- Born: July 12, 1982 (age 43) South Gate, California, U.S.
- Education: California State University, Fullerton (BS)
- Occupation(s): Actor, musician
- Years active: 2001–present

= Walter Perez (actor) =

Mexican-American actor

Walter Perez (born July 12, 1982) is a Mexican-American film actor, television actor and musician. He is best known for his role in Fame. He had a recurring role as Richard Martinez/Leaper X in the first season of the NBC drama Quantum Leap (2022) and a role as Jorge Perez in the Paramount+ series Fatal Attraction (2023).

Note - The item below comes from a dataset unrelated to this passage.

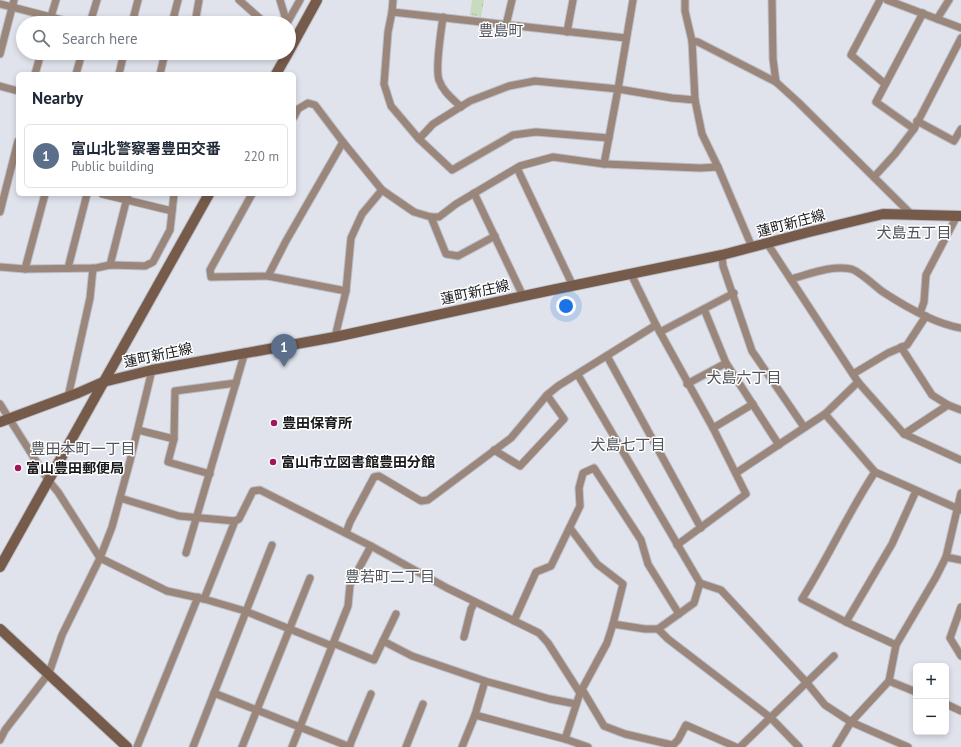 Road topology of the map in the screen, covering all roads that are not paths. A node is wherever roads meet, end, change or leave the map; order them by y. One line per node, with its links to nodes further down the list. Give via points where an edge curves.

==Early life and education==
Walter Perez was born in South Gate, California, and is of Mexican descent. He started performing when he was seven years old as a flamenco dancer in elementary school recitals. At a young age, Perez developed a passion for acting and joined Colors United, a performing arts group for inner-city high school students. Perez attended California State University, Fullerton, where he studied and earned a bachelor's degree in criminal justice.

==Career==
Perez began his career in 2002. He has guest starred in The Closer, CSI: Crime Scene Investigation, CSI: Miami, A Beautiful Life, and had a five-episode role on Friday Night Lights. In 2010 he guest starred in Cold Case, NCIS: Los Angeles and In Plain Sight. He has been in many independent films, including August Evening. In August Evening he plays Luis, kind-hearted butcher who falls in love with the widow, Lupe. Walter starred in Emilio, another popular independent film. He also played Al Crisotomo in the television movie, Walkout on HBO; and co-starred alongside Dermot Mulroney and Diane Kruger in Run for Your Life. Perez is best known for his role in Fame, an updated version of the 1980 film.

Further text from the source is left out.